TASK INPUT
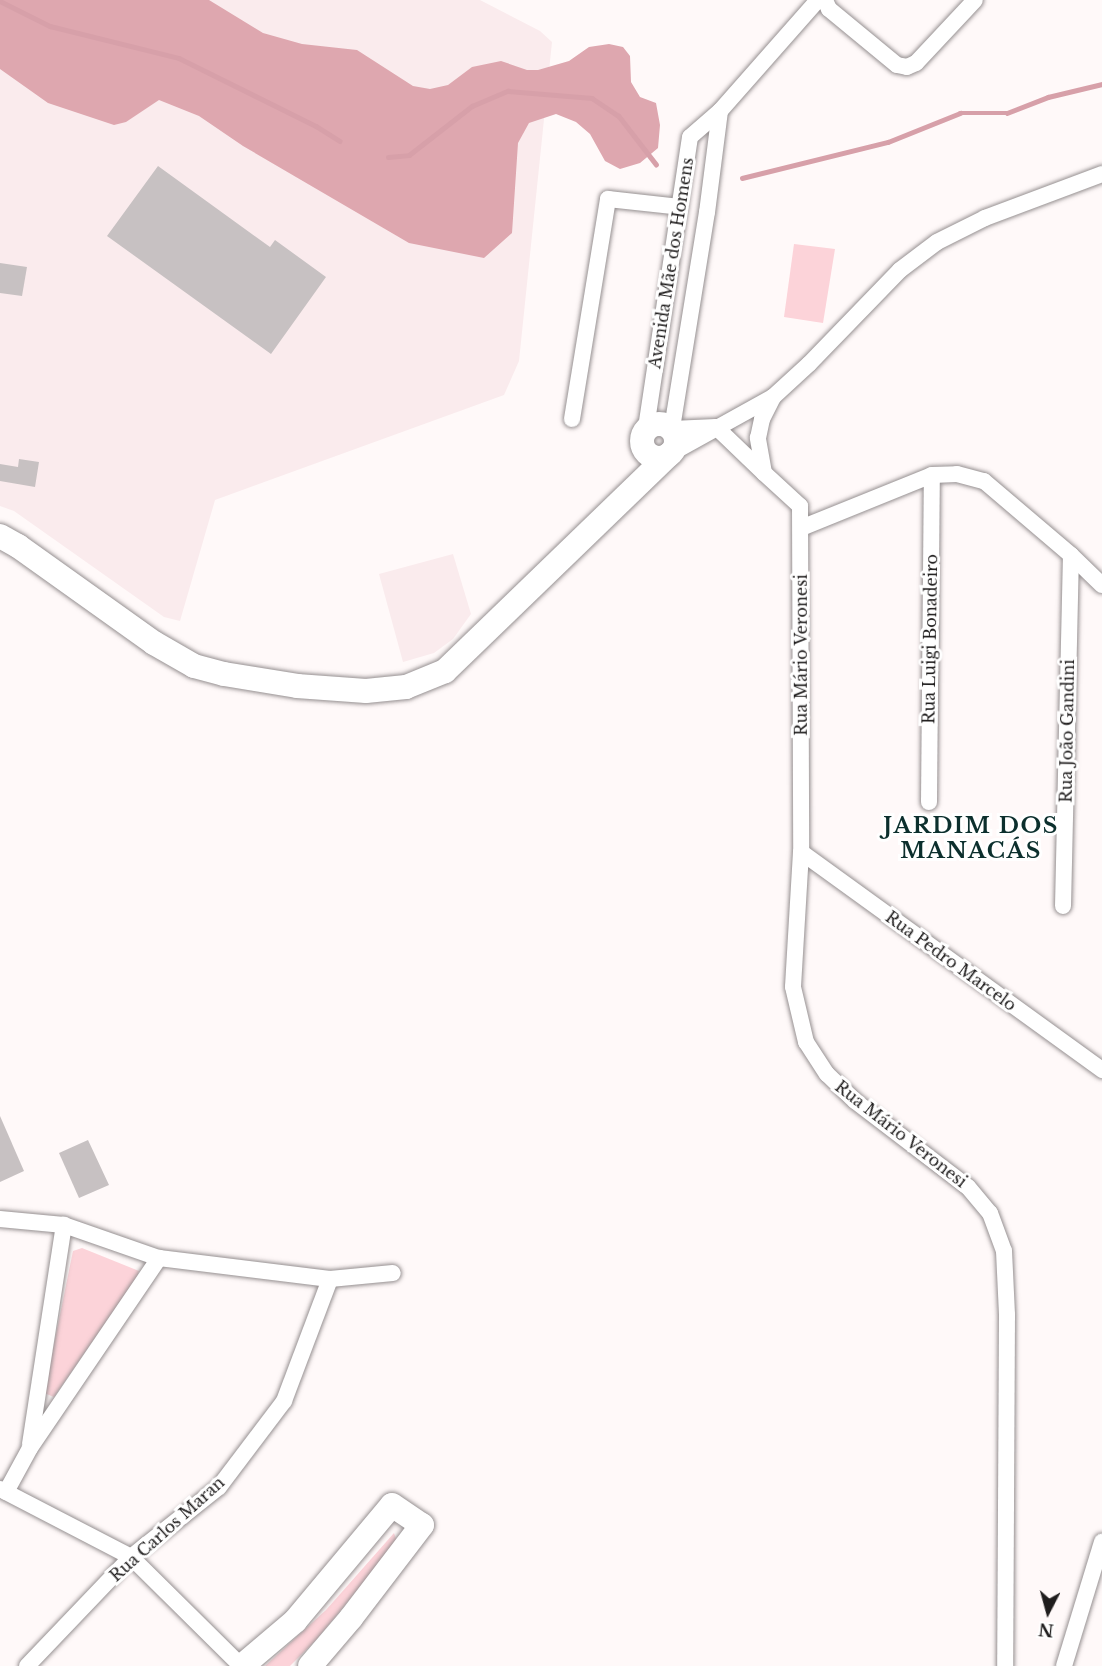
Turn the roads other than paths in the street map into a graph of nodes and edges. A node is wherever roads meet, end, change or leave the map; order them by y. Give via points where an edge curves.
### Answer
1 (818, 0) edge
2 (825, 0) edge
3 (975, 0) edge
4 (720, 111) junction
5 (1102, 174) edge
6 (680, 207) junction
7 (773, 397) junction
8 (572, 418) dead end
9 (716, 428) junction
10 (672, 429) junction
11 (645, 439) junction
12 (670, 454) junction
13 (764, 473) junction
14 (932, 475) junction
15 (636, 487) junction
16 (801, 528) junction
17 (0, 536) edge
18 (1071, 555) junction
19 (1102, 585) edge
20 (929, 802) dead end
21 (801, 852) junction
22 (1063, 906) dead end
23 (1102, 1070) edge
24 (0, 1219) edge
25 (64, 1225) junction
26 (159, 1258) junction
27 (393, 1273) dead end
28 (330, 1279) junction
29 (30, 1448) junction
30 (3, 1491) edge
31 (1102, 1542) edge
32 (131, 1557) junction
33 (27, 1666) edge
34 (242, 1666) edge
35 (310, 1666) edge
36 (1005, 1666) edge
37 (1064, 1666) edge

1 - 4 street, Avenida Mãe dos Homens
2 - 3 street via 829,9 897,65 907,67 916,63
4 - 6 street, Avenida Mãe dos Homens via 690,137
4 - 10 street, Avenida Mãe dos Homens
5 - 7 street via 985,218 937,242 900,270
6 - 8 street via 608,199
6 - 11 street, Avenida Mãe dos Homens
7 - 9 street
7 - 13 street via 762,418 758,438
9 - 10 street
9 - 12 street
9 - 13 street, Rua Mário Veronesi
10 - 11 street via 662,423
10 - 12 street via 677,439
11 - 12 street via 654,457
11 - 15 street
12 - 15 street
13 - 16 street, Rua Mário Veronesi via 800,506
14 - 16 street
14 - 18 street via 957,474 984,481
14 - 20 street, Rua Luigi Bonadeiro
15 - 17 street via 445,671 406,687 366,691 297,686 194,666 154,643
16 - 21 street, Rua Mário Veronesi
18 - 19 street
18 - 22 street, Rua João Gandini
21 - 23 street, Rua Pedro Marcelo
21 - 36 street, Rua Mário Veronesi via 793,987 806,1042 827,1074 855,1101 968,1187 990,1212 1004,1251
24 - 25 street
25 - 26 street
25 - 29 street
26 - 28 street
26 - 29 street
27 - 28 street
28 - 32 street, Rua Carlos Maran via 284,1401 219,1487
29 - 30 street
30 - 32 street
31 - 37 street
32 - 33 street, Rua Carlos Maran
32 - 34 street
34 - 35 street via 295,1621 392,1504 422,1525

ASSIGNED TASK
Although the entries contain pictures, reproduce only the rest, exactly as written.

ANSWER BOX
Turn the roads other than paths in the street map into a graph of nodes and edges. A node is wherever roads meet, end, change or leave the map; order them by y. Give via points where an edge curves.
### Answer
1 (818, 0) edge
2 (825, 0) edge
3 (975, 0) edge
4 (720, 111) junction
5 (1102, 174) edge
6 (680, 207) junction
7 (773, 397) junction
8 (572, 418) dead end
9 (716, 428) junction
10 (672, 429) junction
11 (645, 439) junction
12 (670, 454) junction
13 (764, 473) junction
14 (932, 475) junction
15 (636, 487) junction
16 (801, 528) junction
17 (0, 536) edge
18 (1071, 555) junction
19 (1102, 585) edge
20 (929, 802) dead end
21 (801, 852) junction
22 (1063, 906) dead end
23 (1102, 1070) edge
24 (0, 1219) edge
25 (64, 1225) junction
26 (159, 1258) junction
27 (393, 1273) dead end
28 (330, 1279) junction
29 (30, 1448) junction
30 (3, 1491) edge
31 (1102, 1542) edge
32 (131, 1557) junction
33 (27, 1666) edge
34 (242, 1666) edge
35 (310, 1666) edge
36 (1005, 1666) edge
37 (1064, 1666) edge

1 - 4 street, Avenida Mãe dos Homens
2 - 3 street via 829,9 897,65 907,67 916,63
4 - 6 street, Avenida Mãe dos Homens via 690,137
4 - 10 street, Avenida Mãe dos Homens
5 - 7 street via 985,218 937,242 900,270
6 - 8 street via 608,199
6 - 11 street, Avenida Mãe dos Homens
7 - 9 street
7 - 13 street via 762,418 758,438
9 - 10 street
9 - 12 street
9 - 13 street, Rua Mário Veronesi
10 - 11 street via 662,423
10 - 12 street via 677,439
11 - 12 street via 654,457
11 - 15 street
12 - 15 street
13 - 16 street, Rua Mário Veronesi via 800,506
14 - 16 street
14 - 18 street via 957,474 984,481
14 - 20 street, Rua Luigi Bonadeiro
15 - 17 street via 445,671 406,687 366,691 297,686 194,666 154,643
16 - 21 street, Rua Mário Veronesi
18 - 19 street
18 - 22 street, Rua João Gandini
21 - 23 street, Rua Pedro Marcelo
21 - 36 street, Rua Mário Veronesi via 793,987 806,1042 827,1074 855,1101 968,1187 990,1212 1004,1251
24 - 25 street
25 - 26 street
25 - 29 street
26 - 28 street
26 - 29 street
27 - 28 street
28 - 32 street, Rua Carlos Maran via 284,1401 219,1487
29 - 30 street
30 - 32 street
31 - 37 street
32 - 33 street, Rua Carlos Maran
32 - 34 street
34 - 35 street via 295,1621 392,1504 422,1525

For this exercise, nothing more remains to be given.